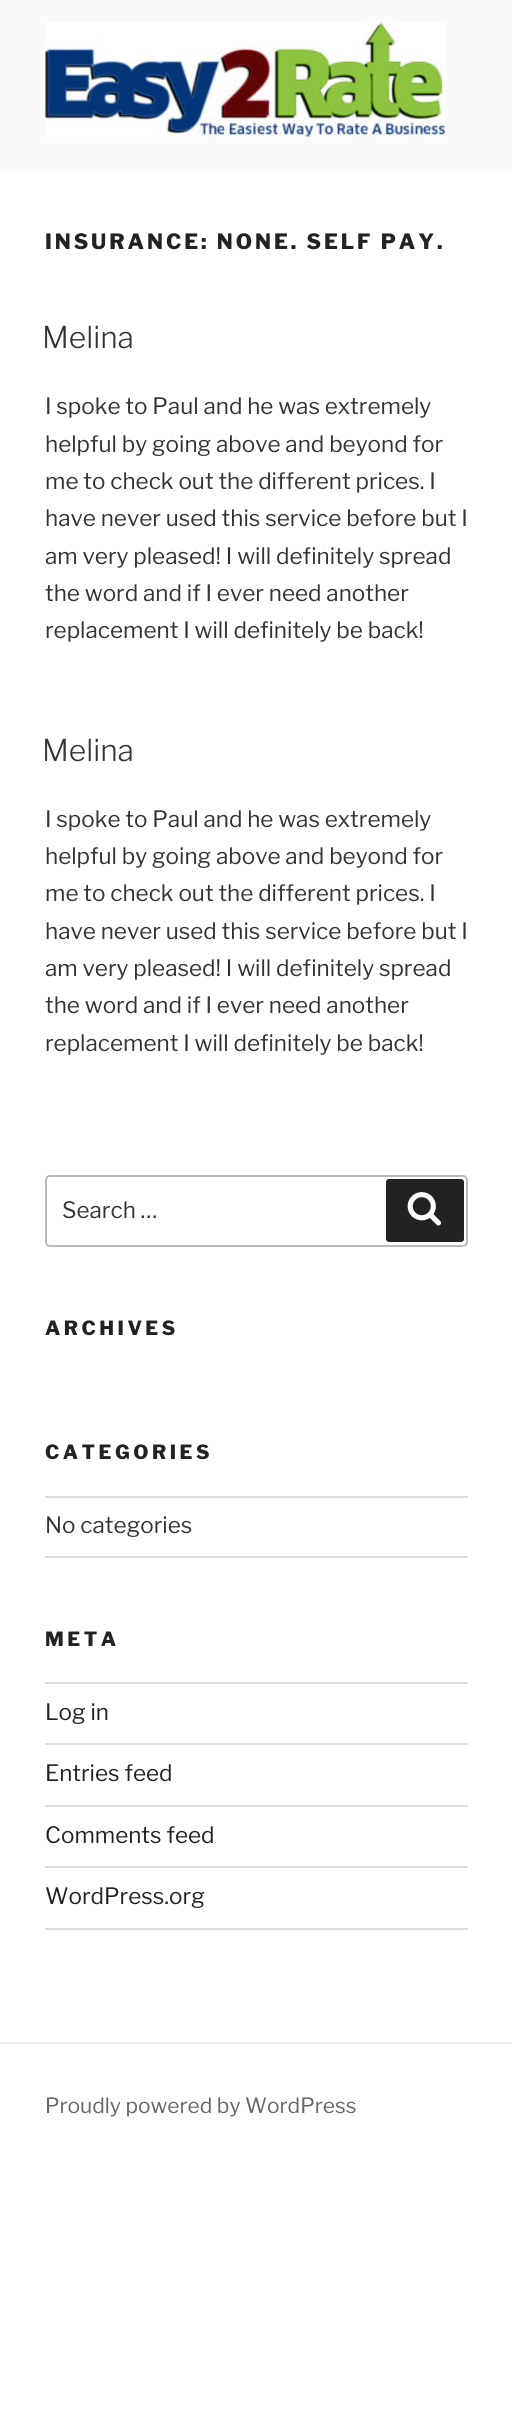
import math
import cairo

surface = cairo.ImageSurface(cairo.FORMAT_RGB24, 512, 2418)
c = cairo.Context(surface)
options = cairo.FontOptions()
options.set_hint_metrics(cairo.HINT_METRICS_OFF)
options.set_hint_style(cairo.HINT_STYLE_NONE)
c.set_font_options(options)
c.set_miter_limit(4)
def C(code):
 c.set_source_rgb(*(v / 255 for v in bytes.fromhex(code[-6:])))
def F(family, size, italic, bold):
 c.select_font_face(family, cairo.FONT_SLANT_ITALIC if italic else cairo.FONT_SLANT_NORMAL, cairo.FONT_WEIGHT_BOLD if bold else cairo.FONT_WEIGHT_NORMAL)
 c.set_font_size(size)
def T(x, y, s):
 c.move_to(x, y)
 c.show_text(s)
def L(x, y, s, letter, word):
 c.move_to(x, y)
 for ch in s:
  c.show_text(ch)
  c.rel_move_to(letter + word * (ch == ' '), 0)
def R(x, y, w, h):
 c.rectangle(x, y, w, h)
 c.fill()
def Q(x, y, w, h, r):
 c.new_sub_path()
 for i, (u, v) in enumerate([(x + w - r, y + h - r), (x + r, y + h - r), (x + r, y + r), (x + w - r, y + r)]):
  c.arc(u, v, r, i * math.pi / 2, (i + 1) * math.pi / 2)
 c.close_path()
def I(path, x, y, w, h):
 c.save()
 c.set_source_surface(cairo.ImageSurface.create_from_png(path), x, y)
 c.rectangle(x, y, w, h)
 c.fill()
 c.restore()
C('ffffff')
c.paint()
C('fafafa')
R(0,0,512,171)
I('1.png',45,22,401,115)
F('Libre Franklin Thin',21,0,0)
C('222222')
L(45,249,'INSURANCE: NONE. SELF PAY.',2.95,0)
F('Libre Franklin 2 Thin',30,0,0)
C('333333')
T(42,348,'Melina')
F('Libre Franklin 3 Thin',22.5,0,0)
T(45,414,'I spoke to Paul and he was extremely')
T(45,452,'helpful by going above and beyond for')
T(45,489,'me to check out the different prices. I')
T(45,526,'have never used this service before but I')
T(45,564,'am very pleased! I will definitely spread')
T(45,601,'the word and if I ever need another')
T(45,638,'replacement I will definitely be back!')
F('Libre Franklin 2 Thin',30,0,0)
T(42,761,'Melina')
F('Libre Franklin 3 Thin',22.5,0,0)
T(45,827,'I spoke to Paul and he was extremely')
T(45,864,'helpful by going above and beyond for')
T(45,901,'me to check out the different prices. I')
T(45,939,'have never used this service before but I')
T(45,976,'am very pleased! I will definitely spread')
T(45,1013,'the word and if I ever need another')
T(45,1051,'replacement I will definitely be back!')
Q(46,1176,421,70,4)
C('bbbbbb')
c.stroke()
C('333333')
T(62,1218,'Search …')
C('222222')
Q(386,1179,78,63,3)
c.fill()
I('2.png',407,1192,34,34)
F('Libre Franklin Thin',19.5,0,0)
L(45,1335,'ARCHIVES',3.5,0)
L(45,1459,'CATEGORIES',3.5,0)
C('dddddd')
R(45,1496,423,2)
R(45,1556,423,2)
F('Libre Franklin 3 Thin',22.5,0,0)
C('333333')
T(45,1533,'No categories')
F('Libre Franklin Thin',19.5,0,0)
C('222222')
L(45,1646,'META',3.5,0)
C('dddddd')
R(45,1682,423,2)
R(45,1743,423,2)
F('Libre Franklin 3 Thin',22.5,0,0)
C('222222')
T(45,1720,'Log in')
C('dddddd')
R(45,1805,423,2)
C('222222')
T(45,1781,'Entries feed')
C('dddddd')
R(45,1866,423,2)
C('222222')
T(45,1843,'Comments feed')
C('dddddd')
R(45,1928,423,2)
C('222222')
T(45,1904,'WordPress.org')
C('eeeeee')
R(0,2042,512,2)
F('Libre Franklin 3 Thin',21,0,0)
C('666666')
T(45,2113,'Proudly powered by WordPress')
surface.write_to_png('o.png')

** TASK BRIEF **
For every line of the records with the string "code", add one to a tally; give the final tally alone.

** RESPONSE BOX **
2